今年は「房を作る」だけでなく、どのように管理すれば果粒を大きくして、糖度を乗せられるのかという部分まで確認できたのが大きな収穫です。
来年は今年の経験を活かして、摘粒をさらに丁寧に行いたいと思います。
クイーンセブンは、栽培していても変化が分かりやすく、収穫までの過程も楽しめる品種でした。
鉢植えでもここまで育てられることが分かったので、これからも栽培を続けながら、さらに大きくて甘いクイーンセブンを目指していきたいと思います。
次回は、残している2房も収穫して、今回の2房と糖度や食味を比較してみます。
鉢植え2年目のクイーンセブン、まずは初収穫成功です!
※うちベジでは4品種を育てています。紹介ページはこちらから。
【ぶどう栽培のはじまり】|子どもの頃の夢から始まったおうちぶどう栽培
追記(2026年8月15日)
今日は、残していたクイーンセブンの2房を収穫しました。
これまで張りのあった果粒にも、少しずつしぼみが見られるようになってきました。
まだ樹上に置いておけば、さらに糖度が上がる可能性もありますが、このまま収穫を遅らせると、かえって果粒の張りが失われ、収穫のベストなタイミングを逃してしまうと判断しました。
そこで今回は、果粒の状態を優先して、残りの2房も収穫することにしました。
収穫した2房を測定

管理番号:Q2
- 房の重さ:258g
- 糖度:21.9%
- 果粒の大きさ:約3.4cm

管理番号:Q3
- 房の重さ:250g
- 糖度:25.1%
- 果粒の大きさ:約2cm
| 2026年8月15日収穫 | 管理番号:Q2 | 管理番号:Q3 |
| 房の重さ | 258g | 250g |
| 糖度 | 21.9% | 25.1% |
| 果粒の大きさ | 約3.4cm | 約2cm |
| 食味 | 甘い | 甘い、サクサク |
今回収穫した2房は、どちらも250gを超える重量になっていました。
色づきについては、緑色の果粒はほとんどなく、薄紫色から黒紫色までしっかりと着色しています。見た目からも、十分に熟していることが分かります。
糖度を測定してみると、前回記録した27%を超えることはありませんでしたが、今回の2房もどちらも20%を超える結果となりました。
食感については、果粒が小さいほうが一口で食べやすく、サクサクとした食感を楽しむことができました。果粒の大きさによって食べやすさにも違いがあり、今回の収穫では、小粒の房のほうが個人的には食べやすく感じました。
まとめ
| 管理番号:Q1 | 管理番号:Q2 | 管理番号:Q3 | 管理番号:Q4 | |
|---|---|---|---|---|
| 房の重さ | 215g | 258g | 250g | 166g |
| 糖度 | 20.6% | 21.9% | 25.1% | 27.6% |
| 果粒の大きさ | 約1.5cm | 約3.4cm | 約2cm | 約3cm |
| 食味 | 甘い、サクサク | 甘い | 甘い、サクサク | かなり甘い |
今回、クイーンセブンは鉢植え2年目で収穫することができました。
鉢植えで本当にぶどうを作ることができるのか、正直なところ不安もありました。そんな中で、実際に収穫までたどり着くことができたことは、大きな自信につながりました。
房の重さについては、若干小さめかなと感じるものの、糖度はどの房も20%を超える結果となりました。皮ごと食べることができ、甘さもしっかり。サクサクとした食感もあり、とてもおいしい品種だと感じました。

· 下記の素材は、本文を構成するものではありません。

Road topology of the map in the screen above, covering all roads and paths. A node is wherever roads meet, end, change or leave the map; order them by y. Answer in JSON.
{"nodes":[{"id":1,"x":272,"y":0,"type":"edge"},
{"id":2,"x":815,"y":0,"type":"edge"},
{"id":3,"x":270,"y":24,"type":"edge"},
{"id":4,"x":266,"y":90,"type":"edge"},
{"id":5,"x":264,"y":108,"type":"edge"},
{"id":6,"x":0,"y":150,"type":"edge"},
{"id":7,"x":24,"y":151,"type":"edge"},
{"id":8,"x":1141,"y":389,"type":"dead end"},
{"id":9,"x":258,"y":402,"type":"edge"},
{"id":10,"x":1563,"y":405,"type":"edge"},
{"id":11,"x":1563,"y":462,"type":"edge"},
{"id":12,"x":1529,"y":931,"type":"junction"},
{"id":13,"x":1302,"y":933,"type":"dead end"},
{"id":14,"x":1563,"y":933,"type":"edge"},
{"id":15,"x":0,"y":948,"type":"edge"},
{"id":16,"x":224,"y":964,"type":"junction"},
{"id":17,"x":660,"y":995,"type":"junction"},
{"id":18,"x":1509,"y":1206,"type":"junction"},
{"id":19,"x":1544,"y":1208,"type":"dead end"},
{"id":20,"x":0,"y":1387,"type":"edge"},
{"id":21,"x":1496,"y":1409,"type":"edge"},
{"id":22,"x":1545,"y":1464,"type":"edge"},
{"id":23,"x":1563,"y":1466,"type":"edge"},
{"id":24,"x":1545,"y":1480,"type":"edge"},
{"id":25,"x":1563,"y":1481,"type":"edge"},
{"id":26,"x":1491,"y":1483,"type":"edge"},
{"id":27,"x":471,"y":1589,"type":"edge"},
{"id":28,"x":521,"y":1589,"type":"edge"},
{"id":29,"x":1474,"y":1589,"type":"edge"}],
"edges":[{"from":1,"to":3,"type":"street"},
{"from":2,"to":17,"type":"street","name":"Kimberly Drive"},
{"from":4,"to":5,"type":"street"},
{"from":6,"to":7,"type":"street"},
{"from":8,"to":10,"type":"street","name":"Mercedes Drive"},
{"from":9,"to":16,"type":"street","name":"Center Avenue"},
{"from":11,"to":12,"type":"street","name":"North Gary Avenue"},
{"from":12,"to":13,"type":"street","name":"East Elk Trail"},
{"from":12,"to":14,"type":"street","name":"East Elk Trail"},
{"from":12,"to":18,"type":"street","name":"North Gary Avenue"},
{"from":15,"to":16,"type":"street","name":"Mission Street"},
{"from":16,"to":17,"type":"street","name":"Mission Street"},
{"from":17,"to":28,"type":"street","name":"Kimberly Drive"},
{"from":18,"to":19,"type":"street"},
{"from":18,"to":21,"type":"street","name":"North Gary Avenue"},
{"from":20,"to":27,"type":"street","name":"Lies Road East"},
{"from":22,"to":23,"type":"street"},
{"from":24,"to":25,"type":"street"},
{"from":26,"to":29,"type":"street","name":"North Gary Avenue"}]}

一方で、7月に入ってからはハダニやベト病の被害に悩まされました。特に葉の状態が悪くなったことで、最後まで無事に収穫できるのか心配な時期もありましたが、なんとか収穫までたどり着くことができました。
今回育ててみた印象では、BKシードレスと比べると耐病性はやや弱いように感じました。ただし、我が家の栽培環境では、屋根の構造上どうしても雨が入りやすい部分があります。そのため、品種そのものの耐病性だけでなく、栽培環境にも改善すべき点があると考えています。
それでも、今回の栽培を通して、クイーンセブンは手をかけて管理すれば、鉢植えでも十分に収穫まで持っていくことができる品種だと分かりました。
鉢植えでぶどう栽培を始めたいと考えている方にとっても、ひとつの参考になればと思います。
次年度は今年の経験を活かし、房の大きさや果粒の仕上がり、病害虫対策などをさらに改善して、今年以上に品質の良いクイーンセブンを収穫できるように挑戦したいと思います。